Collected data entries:
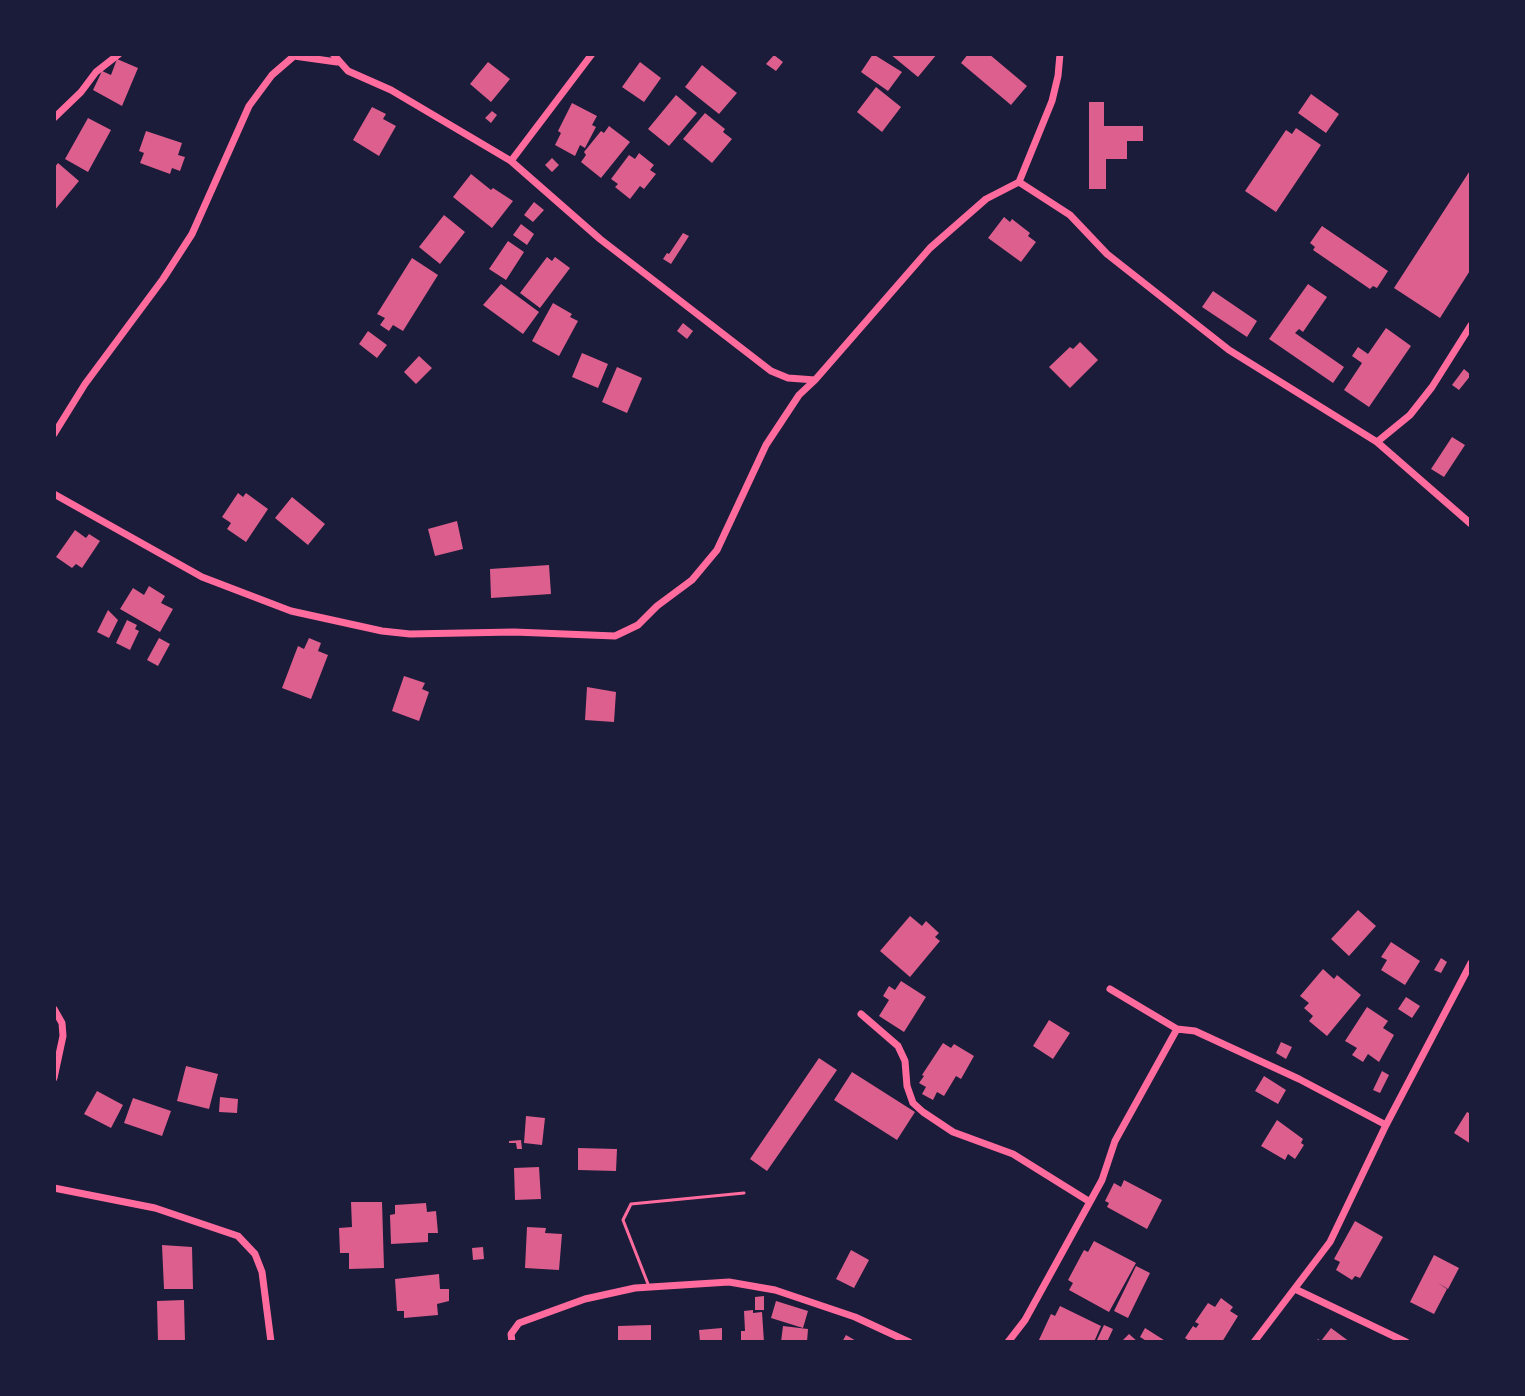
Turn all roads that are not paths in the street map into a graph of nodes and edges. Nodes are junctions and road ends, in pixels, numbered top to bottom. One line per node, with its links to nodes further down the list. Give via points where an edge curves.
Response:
1 (119, 54): 6 (street)
2 (592, 54): 7 (street)
3 (1060, 54): 8 (street, via 1052,101)
4 (295, 55): 5 (street); 11 (street, via 249,106 192,234)
5 (335, 58): 7 (street, via 348,71 391,90)
6 (54, 118)
7 (511, 161): 10 (street, via 600,239 771,371)
8 (1019, 182): 10 (street, via 986,199 930,248); 12 (street, via 1070,215 1107,254 1229,350)
9 (1471, 325): 12 (street, via 1410,415)
10 (815, 380): 13 (street, via 766,445 717,550 692,580 638,625 615,636 410,634 291,611 202,577)
11 (54, 434)
12 (1377, 442): 14 (street)
13 (54, 494)
14 (1471, 524)
15 (1471, 963): 21 (street)
16 (1110, 989): 19 (street)
17 (54, 1009): 20 (street, via 63,1036)
18 (861, 1014): 24 (street, via 898,1046 913,1103 923,1112 953,1132 1013,1154)
19 (1177, 1029): 21 (street, via 1195,1031); 24 (street, via 1115,1141)
20 (54, 1078)
21 (1386, 1125): 26 (street, via 1330,1242)
22 (54, 1188): 27 (street, via 155,1208 238,1236 255,1254 262,1272)
23 (744, 1193): 25 (lane, via 631,1204 623,1220)
24 (1090, 1202): 30 (street)
25 (650, 1287): 28 (street, via 585,1299 519,1323); 29 (street, via 729,1282 775,1290)
26 (1295, 1289): 31 (street); 32 (street)
27 (271, 1342)
28 (512, 1342)
29 (909, 1342)
30 (1008, 1342)
31 (1254, 1342)
32 (1406, 1342)

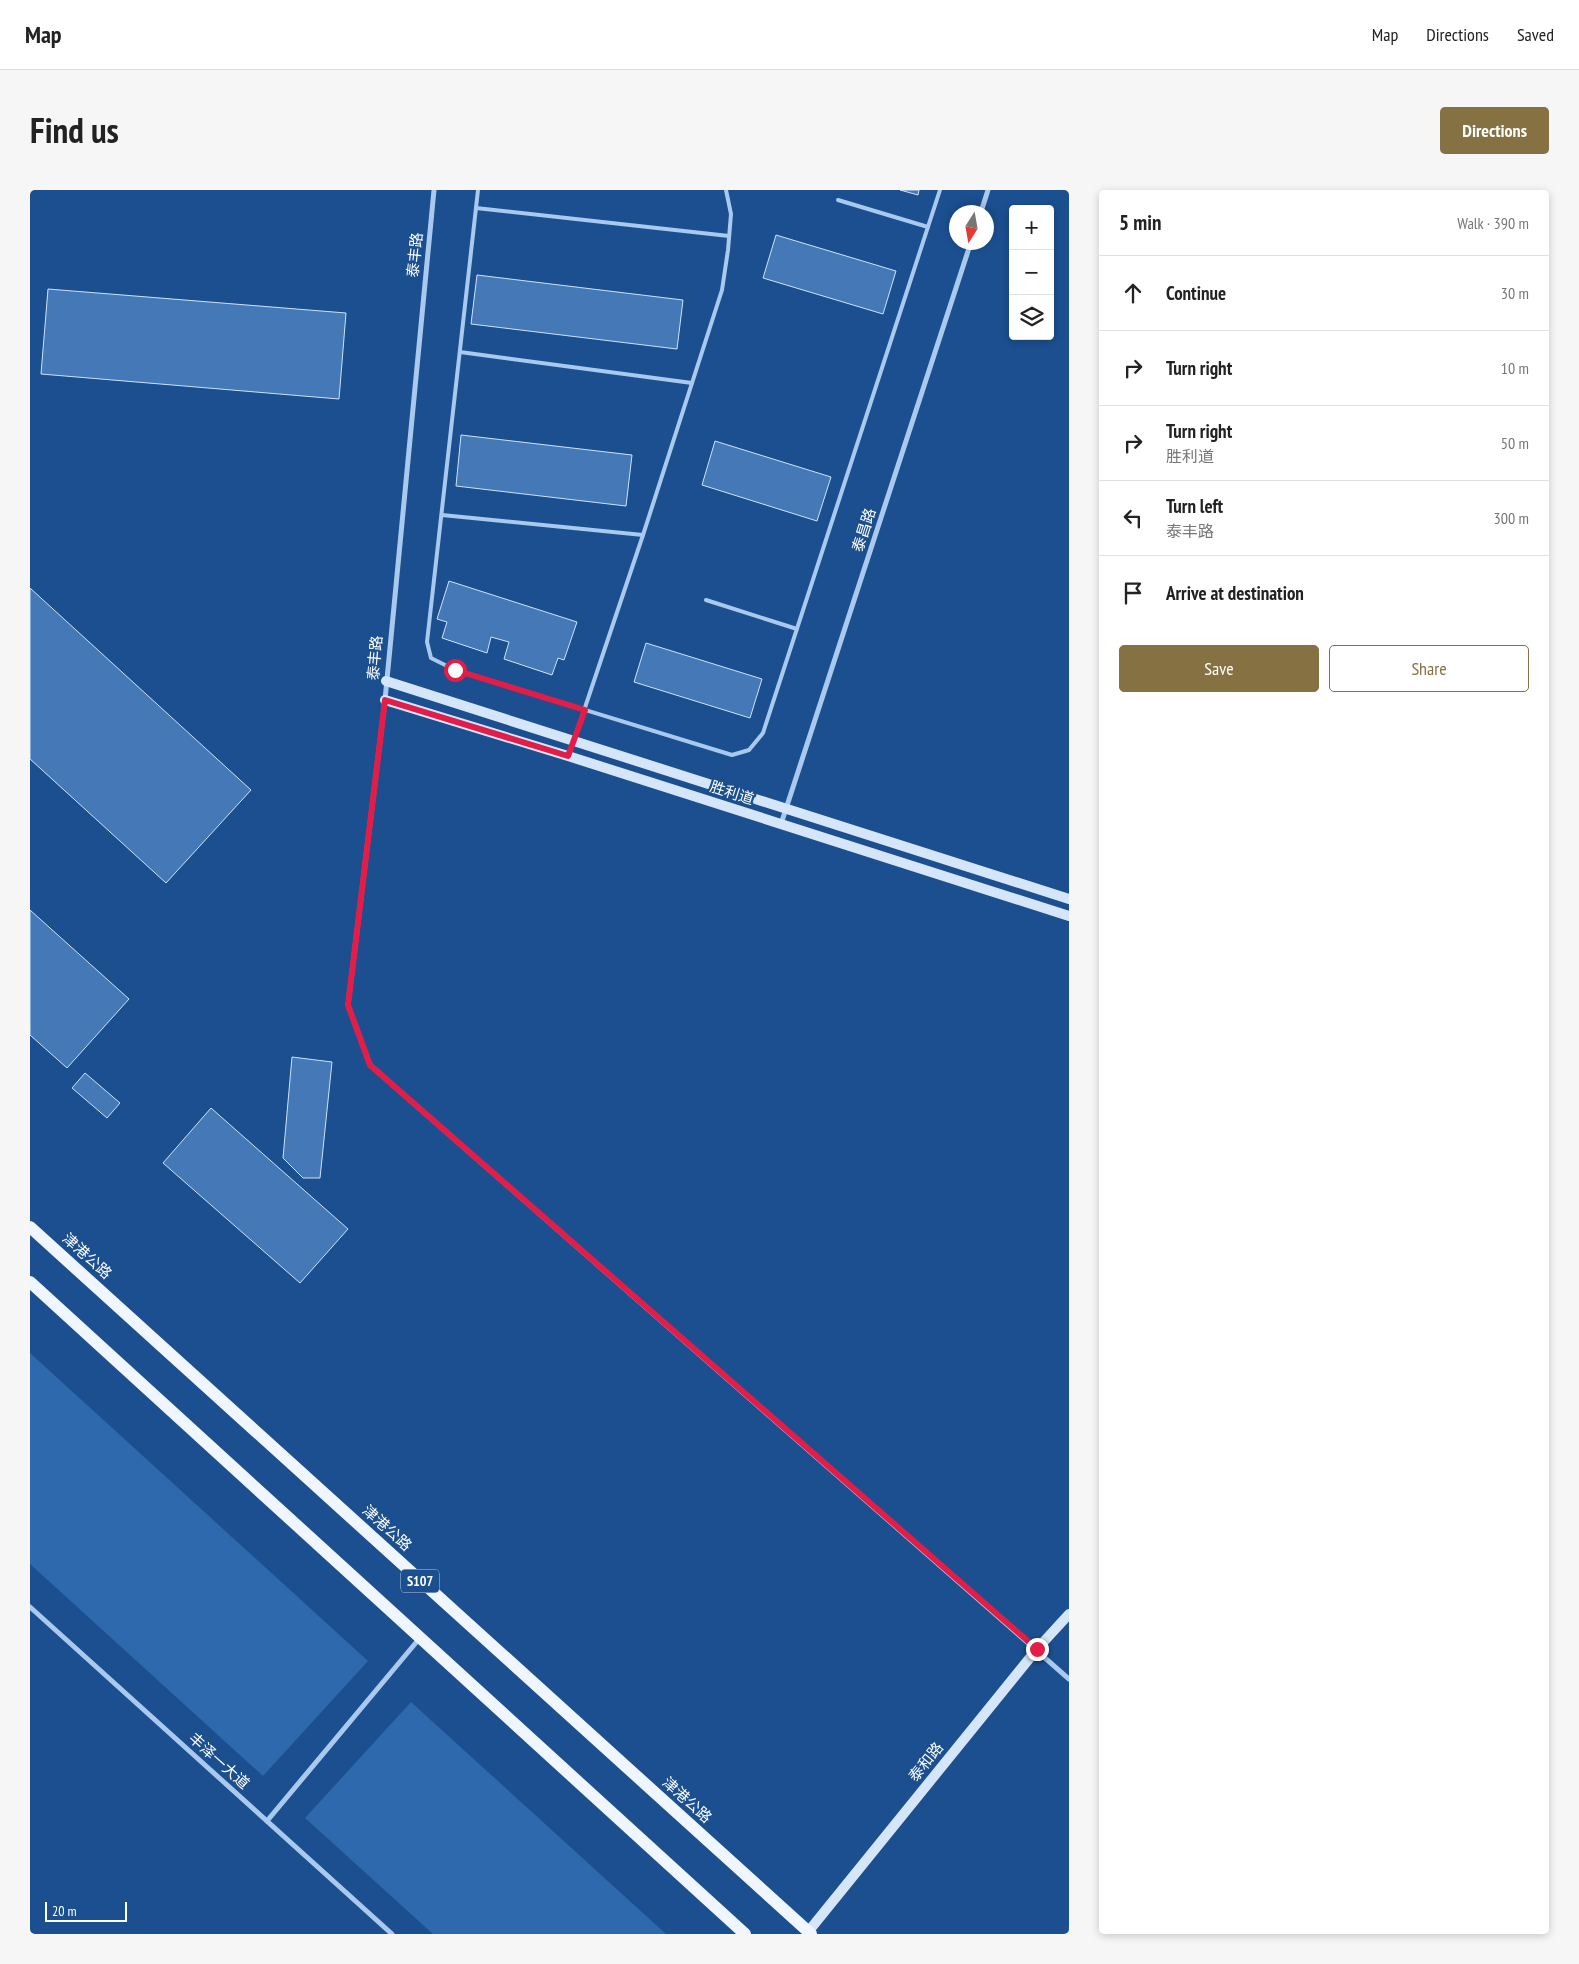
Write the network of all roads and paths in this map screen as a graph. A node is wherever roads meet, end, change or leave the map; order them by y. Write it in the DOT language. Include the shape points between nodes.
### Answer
graph roads {
  1 [pos="434,190"];
  2 [pos="478,190"];
  3 [pos="726,190"];
  4 [pos="940,190"];
  5 [pos="988,190"];
  6 [pos="838,200"];
  7 [pos="983,205"];
  8 [pos="476,208"];
  9 [pos="928,227"];
  10 [pos="729,236"];
  11 [pos="968,250"];
  12 [pos="460,352"];
  13 [pos="692,383"];
  14 [pos="442,515"];
  15 [pos="643,535"];
  16 [pos="706,600"];
  17 [pos="797,628"];
  18 [pos="386,681"];
  19 [pos="385,700"];
  20 [pos="585,710"];
  21 [pos="574,740"];
  22 [pos="568,756"];
  23 [pos="787,809"];
  24 [pos="781,825"];
  25 [pos="1069,899"];
  26 [pos="1069,916"];
  27 [pos="30,1227"];
  28 [pos="30,1282"];
  29 [pos="30,1607"];
  30 [pos="1069,1614"];
  31 [pos="420,1636"];
  32 [pos="1037,1649"];
  33 [pos="1069,1679"];
  34 [pos="268,1821"];
  35 [pos="809,1933"];
  36 [pos="392,1934"];
  37 [pos="745,1934"];
  1 -- 18 [label="street, 泰丰路"];
  2 -- 8 [label="lane"];
  3 -- 10 [label="lane" via="731,214"];
  4 -- 9 [label="lane"];
  5 -- 7 [label="street"];
  6 -- 9 [label="lane"];
  8 -- 10 [label="lane"];
  8 -- 12 [label="lane"];
  9 -- 17 [label="lane"];
  10 -- 13 [label="lane" via="722,290"];
  11 -- 23 [label="street, 泰昌路"];
  12 -- 13 [label="lane"];
  12 -- 14 [label="lane"];
  13 -- 15 [label="lane"];
  14 -- 15 [label="lane"];
  14 -- 20 [label="lane" via="427,642 431,658 455,670"];
  15 -- 20 [label="lane"];
  16 -- 17 [label="lane"];
  17 -- 20 [label="lane" via="763,733 749,750 732,755"];
  18 -- 19 [label="street, 泰丰路"];
  18 -- 21 [label="street, 胜利道"];
  19 -- 22 [label="street, 胜利道"];
  19 -- 32 [label="street, 泰丰路" via="348,1005 370,1065"];
  20 -- 21 [label="lane"];
  21 -- 22 [label="lane"];
  21 -- 23 [label="street, 胜利道"];
  22 -- 24 [label="street, 胜利道"];
  23 -- 24 [label="street, 泰昌路"];
  23 -- 25 [label="street, 胜利道"];
  24 -- 26 [label="street, 胜利道"];
  27 -- 35 [label="main road, 津港公路 / S107"];
  28 -- 31 [label="main road, S107"];
  29 -- 34 [label="street, 丰泽一大道"];
  30 -- 32 [label="street, 泰和路"];
  31 -- 34 [label="street"];
  31 -- 37 [label="main road, S107"];
  32 -- 33 [label="street, 泰丰路"];
  32 -- 35 [label="street, 泰和路"];
  34 -- 36 [label="street, 丰泽一大道"];
}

__Activity__
What lines in the records above include the string "main"? Copy each one.

__Result for this task__
  27 -- 35 [label="main road, 津港公路 / S107"];
  28 -- 31 [label="main road, S107"];
  31 -- 37 [label="main road, S107"];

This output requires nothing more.